*Problem statement*. Please return every line below that contains the string "dead".

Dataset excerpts
----------
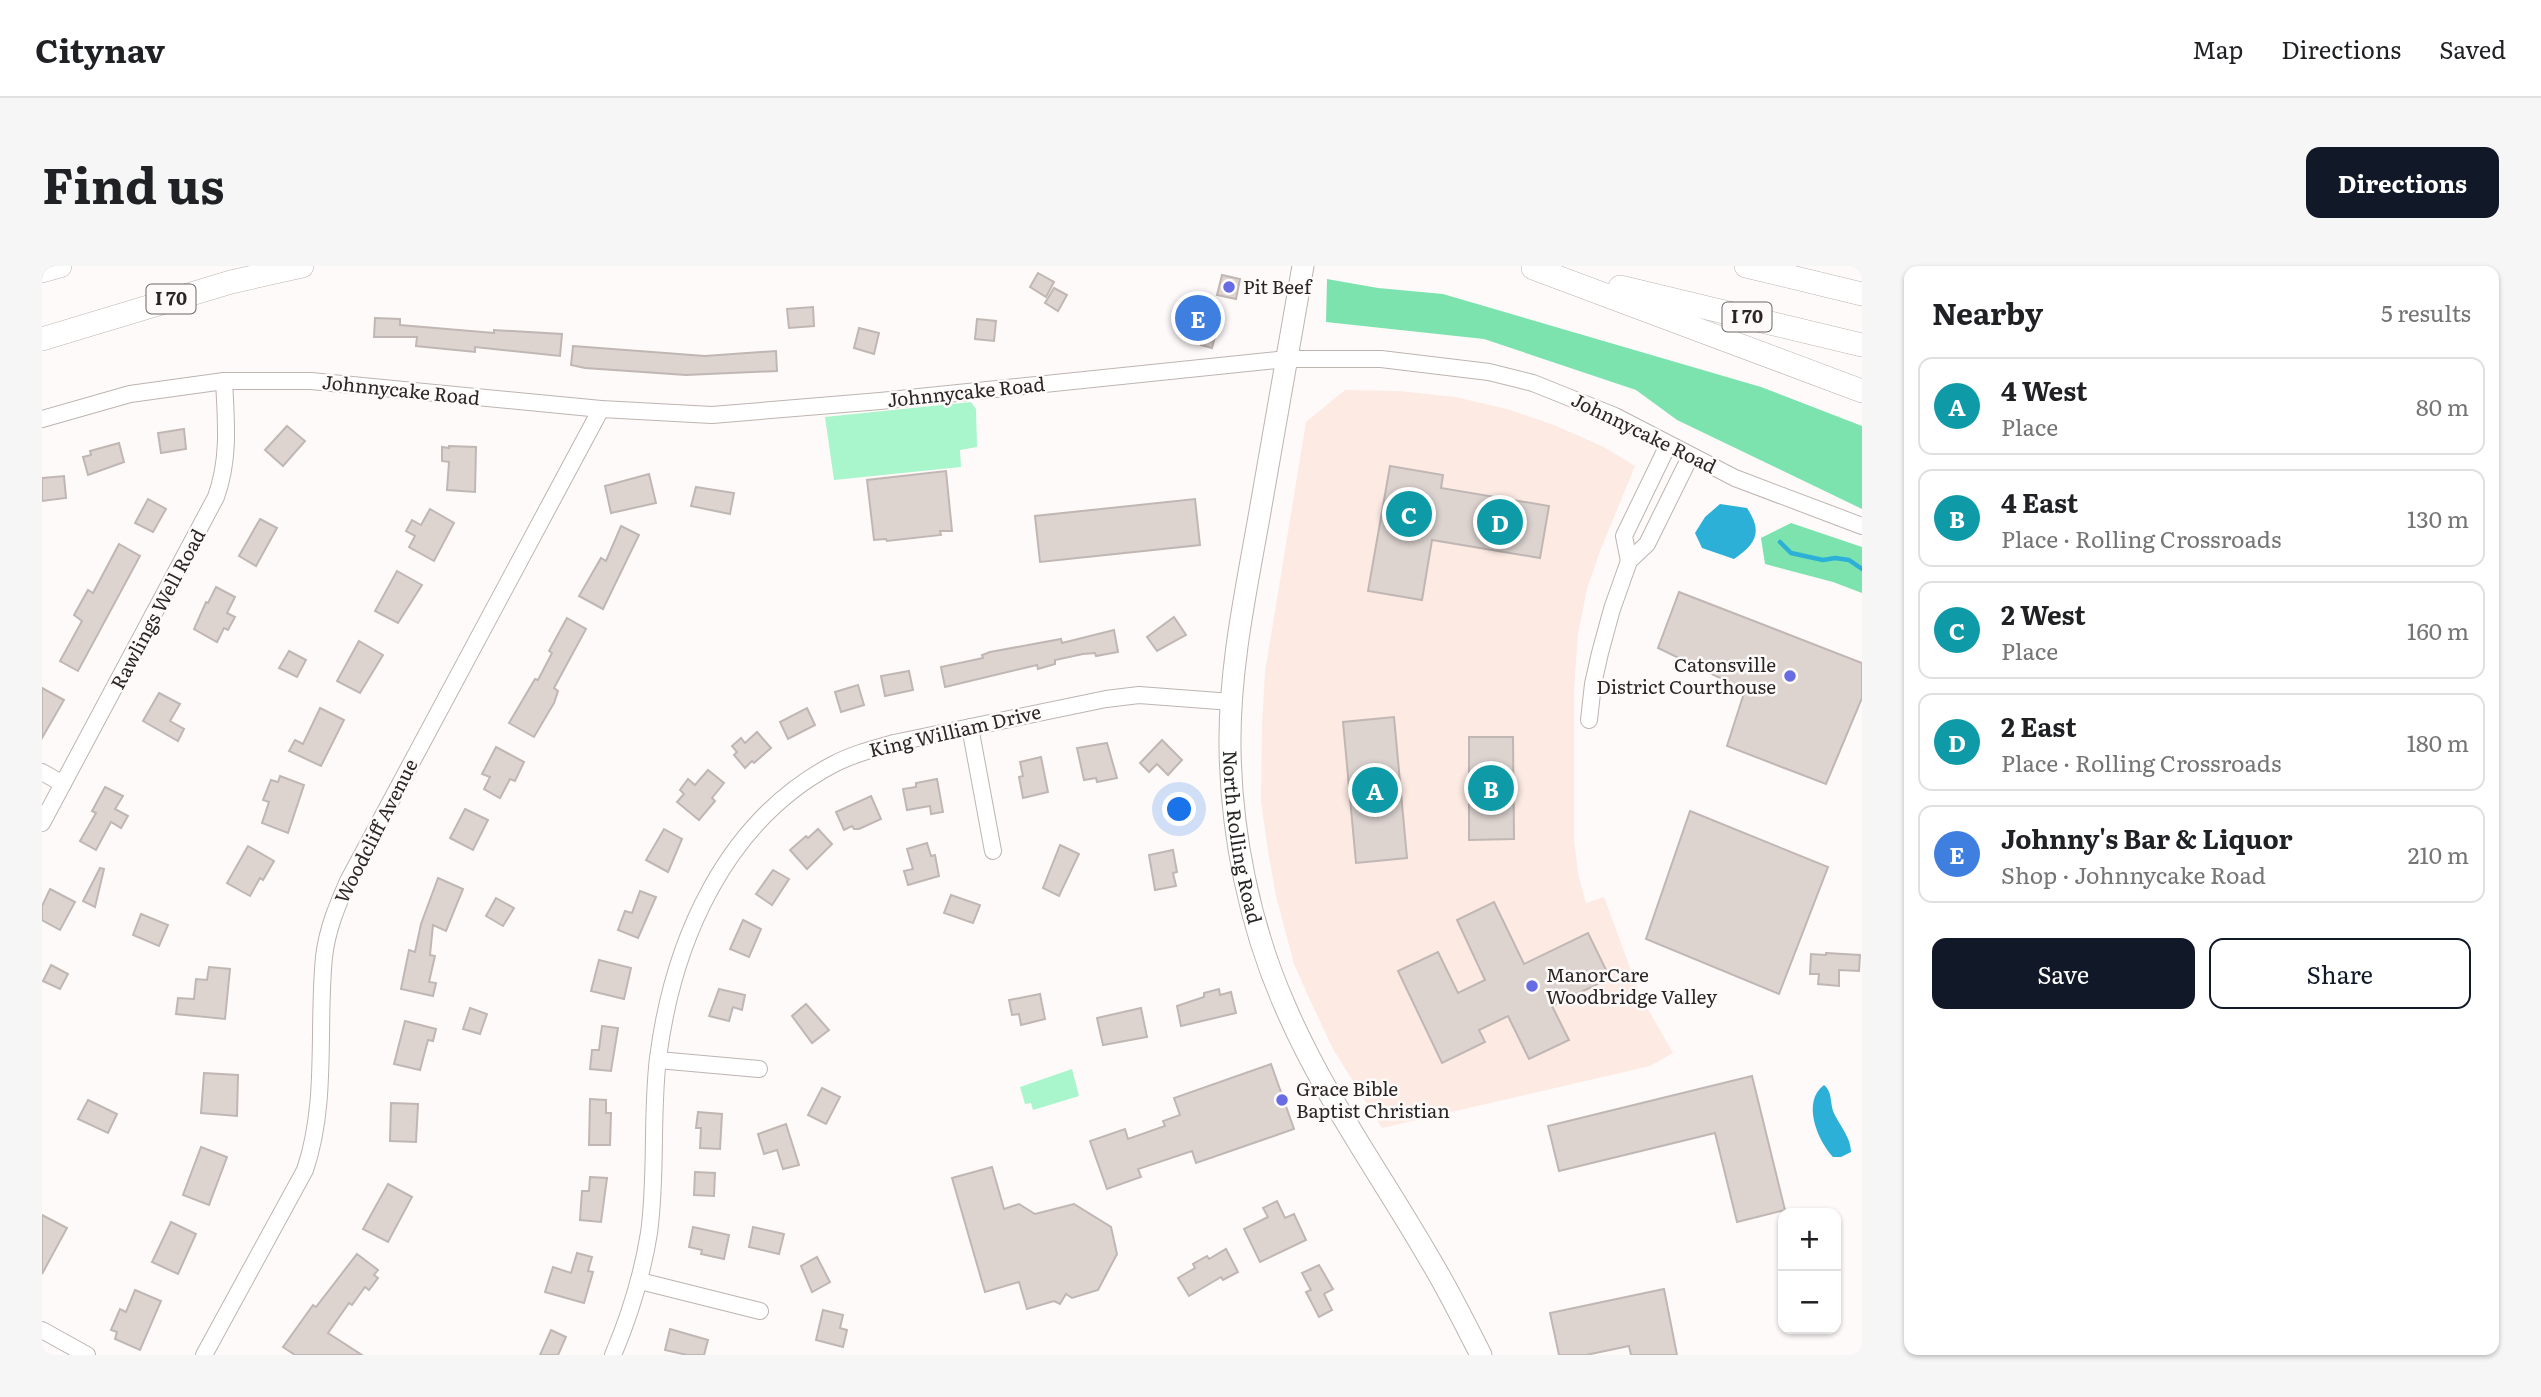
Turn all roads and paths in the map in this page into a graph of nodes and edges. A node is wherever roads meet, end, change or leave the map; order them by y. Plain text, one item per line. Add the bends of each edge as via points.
1 (60, 266) edge
2 (302, 266) edge
3 (1303, 266) edge
4 (1746, 266) edge
5 (1527, 267) edge
6 (42, 271) edge
7 (1862, 293) edge
8 (42, 339) edge
9 (1862, 345) edge
10 (1287, 359) junction
11 (224, 381) junction
12 (1862, 391) edge
13 (601, 409) junction
14 (42, 419) edge
15 (1668, 445) junction
16 (1690, 457) junction
17 (1862, 526) edge
18 (1629, 561) junction
19 (1232, 702) junction
20 (1590, 720) dead end
21 (970, 727) junction
22 (42, 772) edge
23 (64, 784) junction
24 (42, 823) edge
25 (993, 850) dead end
26 (658, 1060) junction
27 (759, 1069) dead end
28 (640, 1281) junction
29 (760, 1311) dead end
30 (42, 1330) edge
31 (87, 1355) edge
32 (204, 1355) edge
33 (613, 1355) edge
34 (1481, 1355) edge

1 - 6 highway
2 - 8 highway, I 70
3 - 10 main road, North Rolling Road
4 - 7 highway
5 - 9 highway, I 70
5 - 12 highway
10 - 13 street, Johnnycake Road via 764,412 712,415
10 - 15 street, Johnnycake Road via 1381,359 1489,372 1574,397
10 - 19 main road, North Rolling Road via 1241,619
11 - 13 street, Johnnycake Road via 311,381
11 - 14 street, Johnnycake Road via 130,394
11 - 23 street, Rawlings Well Road via 226,457 216,497
13 - 32 street, Woodcliff Avenue via 334,913 324,957 314,1144 305,1170
15 - 16 street, Johnnycake Road
15 - 18 street via 1624,536
16 - 17 street, Johnnycake Road
16 - 18 street via 1647,544
18 - 20 street via 1600,653
19 - 21 street, King William Drive via 1139,695
19 - 34 main road, North Rolling Road via 1230,747 1240,848 1259,935 1281,995 1310,1057 1430,1259
21 - 25 street
21 - 26 street, King William Drive via 851,757 807,780 755,825 715,881 686,941 664,1016
22 - 23 street
23 - 24 street, Rawlings Well Road
26 - 27 street
26 - 28 street, King William Drive via 649,1231
28 - 29 street
28 - 33 street, King William Drive
30 - 31 street

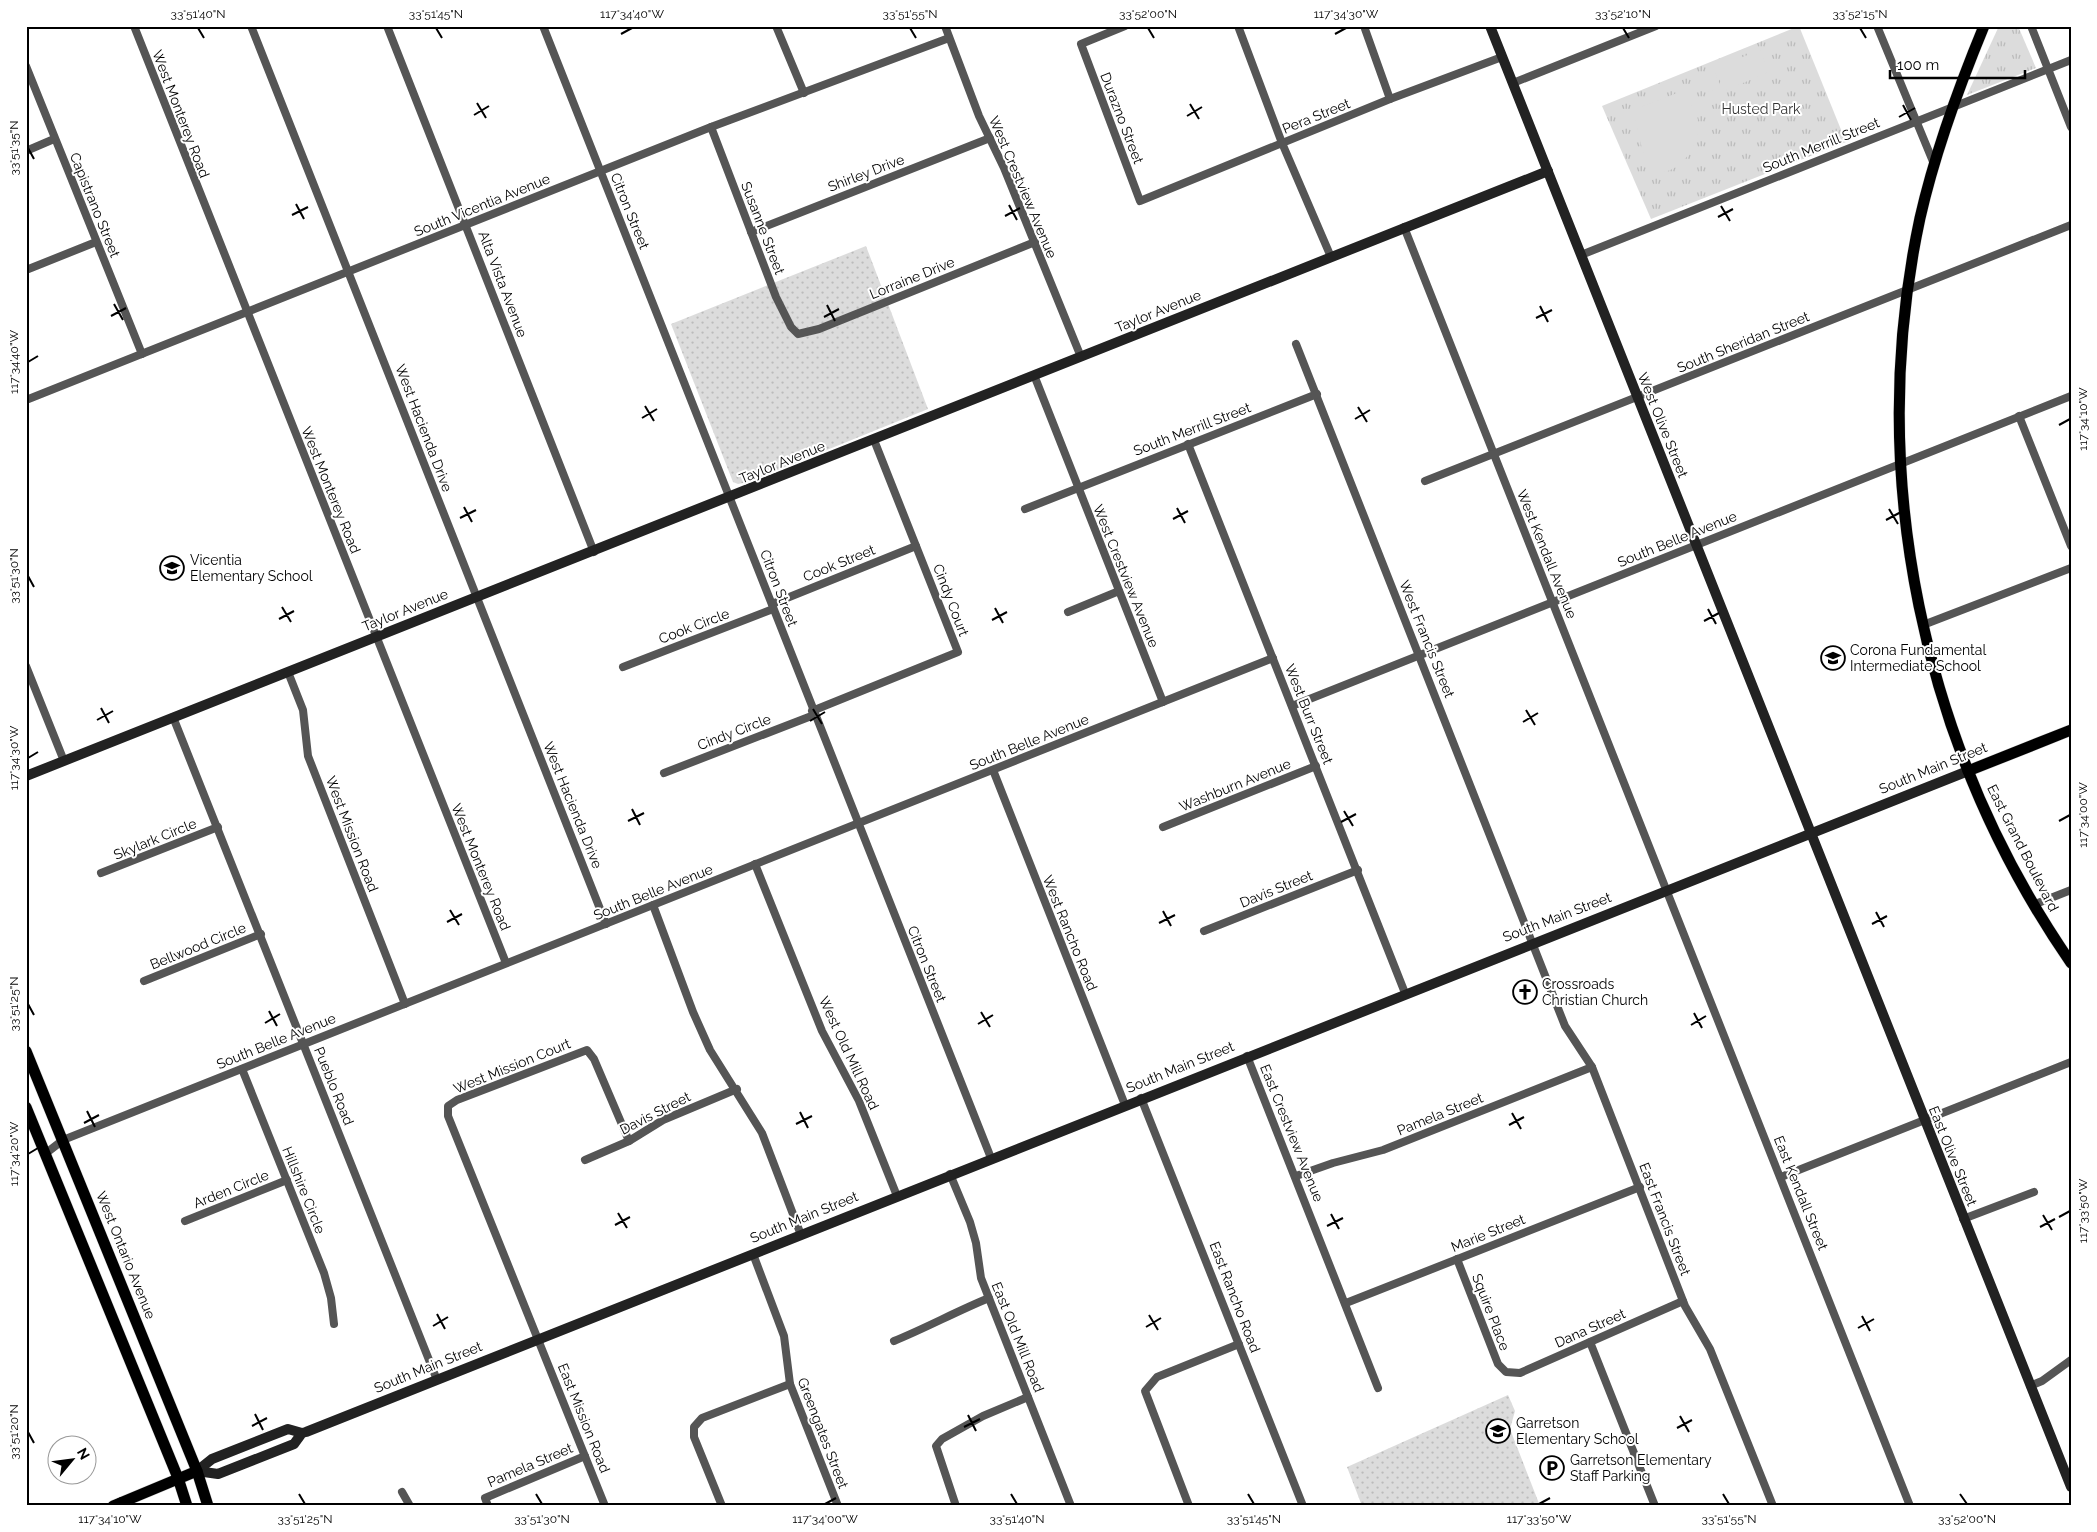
----------
*Solution to the problem*.
20 (1590, 720) dead end
25 (993, 850) dead end
27 (759, 1069) dead end
29 (760, 1311) dead end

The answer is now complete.